Hey@Stanislav Belov 

 

Is there a way of improving the visibility into the timing of the onboarding process?  Turning it on and just waiting for an unknown period of time isn't a great experience; particularly in scenarios where MDE is being rolled out in anger to respond to security incidents.

Hi Ru,
Recently we significantly improved the onboarding process and under normal condition the onboarding should happen within 1-2h (after the server is onboarded to Defender for Cloud), if this take longer than 12h - something is wrong with communications and i would suggest engaging our support.
As far as tracking the process, you can monitor Device Inventory dashboard in the M365 defender portal.

Appreciate the update. I'll monitor this for some new deployments I have coming up. Earlier this week when piloting a Windows Server 2019 onboarding using Microsoft Defender for cloud, it took about three days. I will see how the wider rollout goes. Thanks!

@Stanislav Belov 
Hi, I find out that when we deploy  Windows 10 virtual desktop from Microsoft image plan 20h2-ent, the virtual machine doesn't have the MDE.Windows extension installed.

However, if we deploy another new Virtual machine using copied OS disk from previous VM, this new VM has an MDE.Windows extension installed, but it has error status:


The provisioning of machine xxxxx failed.
Failed to configure Microsoft Defender for Endpoint: Onboarding to MDE via Microsoft Defender for Cloud for this operating system is not supported


I don't understand how does this MDE.Windows extension got installed on the new VM, but not installed on first VM.

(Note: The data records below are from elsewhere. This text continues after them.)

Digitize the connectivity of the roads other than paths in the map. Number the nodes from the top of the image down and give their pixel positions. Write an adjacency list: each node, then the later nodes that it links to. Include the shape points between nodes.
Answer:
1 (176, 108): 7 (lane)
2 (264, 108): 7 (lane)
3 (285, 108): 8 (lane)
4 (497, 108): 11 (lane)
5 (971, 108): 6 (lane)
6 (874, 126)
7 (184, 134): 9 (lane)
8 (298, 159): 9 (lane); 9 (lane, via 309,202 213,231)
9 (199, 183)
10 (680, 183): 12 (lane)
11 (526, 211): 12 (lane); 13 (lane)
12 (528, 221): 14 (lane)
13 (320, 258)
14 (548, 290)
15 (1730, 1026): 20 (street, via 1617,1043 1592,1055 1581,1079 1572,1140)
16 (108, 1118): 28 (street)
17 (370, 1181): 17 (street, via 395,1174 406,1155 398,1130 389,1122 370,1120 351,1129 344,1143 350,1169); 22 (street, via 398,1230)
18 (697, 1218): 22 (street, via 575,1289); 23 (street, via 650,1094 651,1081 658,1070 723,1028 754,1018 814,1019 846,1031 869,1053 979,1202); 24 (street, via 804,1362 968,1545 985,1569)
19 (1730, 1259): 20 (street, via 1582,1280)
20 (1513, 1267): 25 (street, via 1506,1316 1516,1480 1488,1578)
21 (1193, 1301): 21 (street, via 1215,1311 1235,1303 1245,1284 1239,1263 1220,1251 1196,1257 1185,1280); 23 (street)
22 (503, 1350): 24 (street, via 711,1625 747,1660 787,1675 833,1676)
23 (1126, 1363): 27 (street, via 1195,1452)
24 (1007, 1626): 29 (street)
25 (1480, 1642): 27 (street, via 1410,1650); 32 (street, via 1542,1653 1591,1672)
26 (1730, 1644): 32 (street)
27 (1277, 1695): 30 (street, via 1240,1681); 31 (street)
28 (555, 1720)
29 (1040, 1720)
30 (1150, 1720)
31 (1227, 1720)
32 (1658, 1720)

Please open a support ticket to verify supportability of your scenario.

Thank you Stanislav,
Does Monitoring Agent and Log Analytics Workspace still required for Defender for Cloud? for Azure and non-Azure Servers?

Yes, it is required in order to collect information (events, logs, etc) from the OS. Many Defender for Servers (one of the Defender for Cloud plans) features rely on this collection.

@kelvinxjh  is your issue resolved i am facing the similar error.

We are also running into the same issue with this.